Denn mit der Verjüngung geht eine Verschiebung der Milieus einher. „Alteingesessene und Zugezogene haben unterschiedliche Vorstellungen“, erzählt Landgraf. Viele Eltern mit kleinen Kindern rückten nach. Die jungen Leute würden eher ökologisch gärtnern. Die Neuen für das Vereinsleben in den Anlagen zu gewinnen, sei oft nicht leicht. „Früher war das Zusammengehörigkeitsgefühl größer“, so Landgraf.
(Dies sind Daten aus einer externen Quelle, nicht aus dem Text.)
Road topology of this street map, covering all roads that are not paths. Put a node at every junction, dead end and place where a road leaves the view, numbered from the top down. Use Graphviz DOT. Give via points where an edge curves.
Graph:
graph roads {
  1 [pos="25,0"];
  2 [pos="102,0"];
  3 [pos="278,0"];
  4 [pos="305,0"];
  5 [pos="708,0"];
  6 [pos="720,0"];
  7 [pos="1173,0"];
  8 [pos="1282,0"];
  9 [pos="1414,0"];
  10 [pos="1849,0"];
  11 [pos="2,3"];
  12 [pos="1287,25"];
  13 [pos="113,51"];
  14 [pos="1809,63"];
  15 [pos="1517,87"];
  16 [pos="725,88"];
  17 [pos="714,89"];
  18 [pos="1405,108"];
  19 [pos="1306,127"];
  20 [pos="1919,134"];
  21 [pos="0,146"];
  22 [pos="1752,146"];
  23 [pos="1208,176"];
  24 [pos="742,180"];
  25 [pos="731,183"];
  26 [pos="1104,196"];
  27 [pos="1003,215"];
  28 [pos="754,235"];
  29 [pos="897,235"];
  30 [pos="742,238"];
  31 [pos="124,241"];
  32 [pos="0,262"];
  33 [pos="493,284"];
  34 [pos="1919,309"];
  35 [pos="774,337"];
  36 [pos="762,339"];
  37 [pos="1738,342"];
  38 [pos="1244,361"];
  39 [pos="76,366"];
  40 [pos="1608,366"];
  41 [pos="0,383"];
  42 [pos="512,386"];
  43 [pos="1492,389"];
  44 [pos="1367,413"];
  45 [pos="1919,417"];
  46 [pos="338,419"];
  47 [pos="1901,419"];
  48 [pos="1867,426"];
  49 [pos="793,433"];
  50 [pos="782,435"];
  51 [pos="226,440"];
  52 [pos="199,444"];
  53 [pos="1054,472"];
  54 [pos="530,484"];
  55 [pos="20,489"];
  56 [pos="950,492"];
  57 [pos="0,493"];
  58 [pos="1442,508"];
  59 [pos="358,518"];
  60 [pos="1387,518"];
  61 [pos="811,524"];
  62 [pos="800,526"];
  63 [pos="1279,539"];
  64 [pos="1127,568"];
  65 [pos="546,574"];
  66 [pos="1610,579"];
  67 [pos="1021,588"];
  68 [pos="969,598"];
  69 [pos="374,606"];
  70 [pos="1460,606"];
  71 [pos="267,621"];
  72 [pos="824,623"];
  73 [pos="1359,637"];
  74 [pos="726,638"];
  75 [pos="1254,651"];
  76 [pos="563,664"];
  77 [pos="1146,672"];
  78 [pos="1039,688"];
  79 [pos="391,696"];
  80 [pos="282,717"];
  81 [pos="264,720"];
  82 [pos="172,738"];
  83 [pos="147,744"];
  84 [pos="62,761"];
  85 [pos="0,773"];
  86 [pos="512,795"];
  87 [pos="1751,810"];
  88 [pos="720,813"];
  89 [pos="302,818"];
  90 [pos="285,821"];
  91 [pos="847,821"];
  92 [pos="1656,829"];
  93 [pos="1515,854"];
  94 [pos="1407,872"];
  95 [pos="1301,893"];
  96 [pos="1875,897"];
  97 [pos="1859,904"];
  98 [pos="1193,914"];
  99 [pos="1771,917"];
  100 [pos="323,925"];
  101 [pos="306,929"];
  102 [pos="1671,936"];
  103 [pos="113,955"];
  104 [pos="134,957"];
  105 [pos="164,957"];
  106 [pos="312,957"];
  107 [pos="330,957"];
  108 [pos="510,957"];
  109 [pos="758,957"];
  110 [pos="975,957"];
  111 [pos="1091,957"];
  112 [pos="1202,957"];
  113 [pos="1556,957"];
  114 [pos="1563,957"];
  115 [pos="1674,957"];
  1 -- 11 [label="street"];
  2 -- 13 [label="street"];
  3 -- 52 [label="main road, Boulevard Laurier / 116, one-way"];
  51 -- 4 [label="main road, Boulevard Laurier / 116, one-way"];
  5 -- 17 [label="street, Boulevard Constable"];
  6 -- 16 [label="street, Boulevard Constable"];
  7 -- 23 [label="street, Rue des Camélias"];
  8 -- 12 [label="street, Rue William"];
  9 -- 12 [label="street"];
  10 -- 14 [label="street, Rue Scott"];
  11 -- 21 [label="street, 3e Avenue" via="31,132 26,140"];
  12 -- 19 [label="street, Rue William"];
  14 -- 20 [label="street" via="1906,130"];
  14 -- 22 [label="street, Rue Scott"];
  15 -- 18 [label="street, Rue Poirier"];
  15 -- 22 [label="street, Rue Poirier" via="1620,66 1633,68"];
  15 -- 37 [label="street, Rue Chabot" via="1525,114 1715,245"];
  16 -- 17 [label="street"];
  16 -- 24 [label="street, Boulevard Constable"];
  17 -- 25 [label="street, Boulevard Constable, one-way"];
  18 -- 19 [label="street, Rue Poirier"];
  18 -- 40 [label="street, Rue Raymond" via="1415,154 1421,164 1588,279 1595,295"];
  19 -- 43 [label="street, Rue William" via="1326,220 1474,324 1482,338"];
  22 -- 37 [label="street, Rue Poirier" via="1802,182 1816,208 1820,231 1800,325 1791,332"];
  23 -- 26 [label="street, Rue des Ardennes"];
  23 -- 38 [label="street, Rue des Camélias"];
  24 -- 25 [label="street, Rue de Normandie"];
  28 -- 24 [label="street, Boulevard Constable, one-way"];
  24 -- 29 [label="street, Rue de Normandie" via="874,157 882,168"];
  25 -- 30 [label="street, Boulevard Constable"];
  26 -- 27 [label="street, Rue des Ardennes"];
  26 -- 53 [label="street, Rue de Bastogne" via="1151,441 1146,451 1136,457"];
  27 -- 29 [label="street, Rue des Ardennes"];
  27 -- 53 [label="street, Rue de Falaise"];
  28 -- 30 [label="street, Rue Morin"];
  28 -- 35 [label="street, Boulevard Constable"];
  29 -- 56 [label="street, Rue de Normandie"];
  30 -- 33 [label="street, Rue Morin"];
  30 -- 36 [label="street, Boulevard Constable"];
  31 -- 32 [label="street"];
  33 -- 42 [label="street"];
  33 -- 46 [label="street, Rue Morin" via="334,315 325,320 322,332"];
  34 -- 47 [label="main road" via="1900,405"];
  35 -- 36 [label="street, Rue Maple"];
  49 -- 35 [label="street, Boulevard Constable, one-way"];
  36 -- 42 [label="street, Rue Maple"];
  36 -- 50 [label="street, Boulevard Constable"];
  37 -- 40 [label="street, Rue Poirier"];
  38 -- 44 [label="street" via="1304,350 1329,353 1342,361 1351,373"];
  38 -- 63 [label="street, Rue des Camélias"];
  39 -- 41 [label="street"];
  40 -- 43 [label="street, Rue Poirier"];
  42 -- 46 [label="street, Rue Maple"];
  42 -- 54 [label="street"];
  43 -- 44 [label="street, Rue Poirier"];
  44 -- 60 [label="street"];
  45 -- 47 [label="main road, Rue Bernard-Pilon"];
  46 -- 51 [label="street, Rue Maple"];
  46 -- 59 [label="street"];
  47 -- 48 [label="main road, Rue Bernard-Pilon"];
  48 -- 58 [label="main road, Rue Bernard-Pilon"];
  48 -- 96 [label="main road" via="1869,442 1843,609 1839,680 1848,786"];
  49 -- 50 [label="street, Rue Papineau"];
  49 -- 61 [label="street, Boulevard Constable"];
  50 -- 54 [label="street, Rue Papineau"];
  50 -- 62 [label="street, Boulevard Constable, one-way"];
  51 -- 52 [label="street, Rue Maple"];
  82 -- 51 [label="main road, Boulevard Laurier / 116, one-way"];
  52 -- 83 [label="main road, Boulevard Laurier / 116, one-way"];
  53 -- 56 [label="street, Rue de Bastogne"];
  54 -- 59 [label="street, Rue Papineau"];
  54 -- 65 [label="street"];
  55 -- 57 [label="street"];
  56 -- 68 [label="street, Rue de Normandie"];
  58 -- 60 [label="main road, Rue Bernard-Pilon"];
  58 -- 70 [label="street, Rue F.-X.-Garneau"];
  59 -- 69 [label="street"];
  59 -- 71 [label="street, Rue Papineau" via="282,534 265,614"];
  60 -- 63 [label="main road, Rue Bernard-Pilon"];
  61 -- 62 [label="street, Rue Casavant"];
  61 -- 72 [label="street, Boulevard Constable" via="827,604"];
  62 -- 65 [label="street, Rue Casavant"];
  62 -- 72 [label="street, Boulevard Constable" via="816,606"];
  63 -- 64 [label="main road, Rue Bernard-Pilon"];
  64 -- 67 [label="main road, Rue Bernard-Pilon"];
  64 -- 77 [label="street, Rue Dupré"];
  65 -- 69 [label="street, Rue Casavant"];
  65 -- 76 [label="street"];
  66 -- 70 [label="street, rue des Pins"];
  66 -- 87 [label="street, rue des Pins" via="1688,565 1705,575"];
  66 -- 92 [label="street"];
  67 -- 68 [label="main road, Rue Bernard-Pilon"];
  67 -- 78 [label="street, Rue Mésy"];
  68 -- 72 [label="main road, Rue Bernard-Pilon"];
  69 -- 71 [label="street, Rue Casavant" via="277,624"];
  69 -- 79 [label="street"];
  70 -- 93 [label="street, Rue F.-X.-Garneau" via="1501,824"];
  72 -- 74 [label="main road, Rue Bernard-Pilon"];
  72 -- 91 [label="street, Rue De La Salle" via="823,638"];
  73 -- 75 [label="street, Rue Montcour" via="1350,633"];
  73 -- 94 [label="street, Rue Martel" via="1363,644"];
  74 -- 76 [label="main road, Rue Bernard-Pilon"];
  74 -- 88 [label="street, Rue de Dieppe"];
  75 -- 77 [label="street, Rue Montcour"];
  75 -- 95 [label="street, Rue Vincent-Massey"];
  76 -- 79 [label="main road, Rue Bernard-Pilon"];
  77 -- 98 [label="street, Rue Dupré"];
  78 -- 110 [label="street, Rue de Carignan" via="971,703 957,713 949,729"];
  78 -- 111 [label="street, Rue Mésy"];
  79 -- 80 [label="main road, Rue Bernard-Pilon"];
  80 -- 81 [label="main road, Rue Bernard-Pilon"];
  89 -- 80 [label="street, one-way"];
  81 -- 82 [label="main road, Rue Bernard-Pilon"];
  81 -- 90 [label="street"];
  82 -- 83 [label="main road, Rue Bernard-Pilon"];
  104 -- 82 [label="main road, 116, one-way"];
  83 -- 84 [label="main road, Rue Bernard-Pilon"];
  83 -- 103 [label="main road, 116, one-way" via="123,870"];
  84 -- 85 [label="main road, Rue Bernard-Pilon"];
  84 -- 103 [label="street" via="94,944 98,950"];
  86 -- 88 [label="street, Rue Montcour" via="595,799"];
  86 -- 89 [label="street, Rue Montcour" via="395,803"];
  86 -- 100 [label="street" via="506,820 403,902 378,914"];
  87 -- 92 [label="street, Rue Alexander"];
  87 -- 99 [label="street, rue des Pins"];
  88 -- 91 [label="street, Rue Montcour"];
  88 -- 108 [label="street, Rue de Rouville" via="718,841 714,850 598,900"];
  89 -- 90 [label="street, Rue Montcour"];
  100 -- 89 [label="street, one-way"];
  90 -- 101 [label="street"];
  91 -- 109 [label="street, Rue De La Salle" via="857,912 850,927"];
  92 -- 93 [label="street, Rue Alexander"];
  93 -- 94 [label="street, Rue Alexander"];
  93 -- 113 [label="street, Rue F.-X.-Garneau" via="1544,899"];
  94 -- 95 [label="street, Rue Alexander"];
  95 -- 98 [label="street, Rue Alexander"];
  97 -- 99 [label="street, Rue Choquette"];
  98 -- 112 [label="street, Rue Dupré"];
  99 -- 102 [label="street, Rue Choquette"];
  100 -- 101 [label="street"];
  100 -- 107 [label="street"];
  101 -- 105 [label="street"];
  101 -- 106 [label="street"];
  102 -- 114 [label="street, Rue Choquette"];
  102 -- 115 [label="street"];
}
Kein Wunder, dass es mancherorts zu Konflikten kommt. Meyer-Renschhausen, die selbst gärtnert, spricht von einem „scharfen Gegeneinander von Jüngeren und Älteren“. Wenn man sich etwa nicht einigen könne, ob ein Unkraut gejätet gehört oder nicht, fliege auch mal ein Gartenzwerg über den Zaun.

Der Soziologin zufolge ist der Wandel der Laubenpieper ein durchaus problematischer. Die Spekulationspolitik auf dem Wohnungsmarkt schlage sich auch bei den Kleingärten nieder. „Viele versuchen, ihre Hütten meistbietend abzugeben.“ Eine Laube, die vor ein paar Jahren noch für 3.000 bis 4.000 Euro den Besitzer gewechselt habe, koste heute 8.000 Euro. Das können sich Ärmere nicht mehr leisten. Meyer-Renschhausen warnt: „Die Gärten sind bald fest in der Hand der besserverdienenden weißen Mittelschicht.“

Das widerspricht zumindest der historischen Funktion der Kleingärten. Die erste Blüte erlebten sie in Berlin Ende des 19. Jahrhunderts. Vor allem für Arbeiterfamilien boten kleine Grünflächen nicht nur die Möglichkeit zur Selbstversorgung. Sie waren auch Ausgleich zum Leben in überfüllten Mietskasernen und engen Hinterhöfen.

Berlin ist nach wie vor eine Stadt der Mieter. Die Kleingärten dienen heute weniger der Selbstversorgung, sondern vorwiegend der Erholung – bislang auch der unteren Schichten. Auch, damit die Gärten bezahlbar bleiben, schreibt das Bundeskleingartengesetz vor, dass nur Lauben in einfacher Ausführung mit höchstens 24 Quadratmetern Grundfläche zulässig sind.

Die große Nachfrage treibt die Preise trotzdem nach oben: 12.000 Bewerbungen um Gärten liegen dem Verband der Gartenfreunde derzeit vor. Dem stünden maximal 3.000 Pächterwechsel im Jahr gegenüber, sagt Landgraf. „Die Wartezeit hat sich rapide verlängert und beträgt inzwischen im Schnitt sechs bis acht Jahre.“

Und noch eine unangenehme Nebenwirkung hat das Wachstum Berlins für die Kleingärtner: Die Senatsverwaltung für Stadtentwicklung beansprucht einen Teil der Flächen für Neubauvorhaben. 40 der 925 Berliner Kleingartenanlagen sollen bis 2025 weichen, um dort rund 8.500 neue Wohnungen zu errichten. Damit werden die Lauben noch knapper – und ganz sicher nicht günstiger.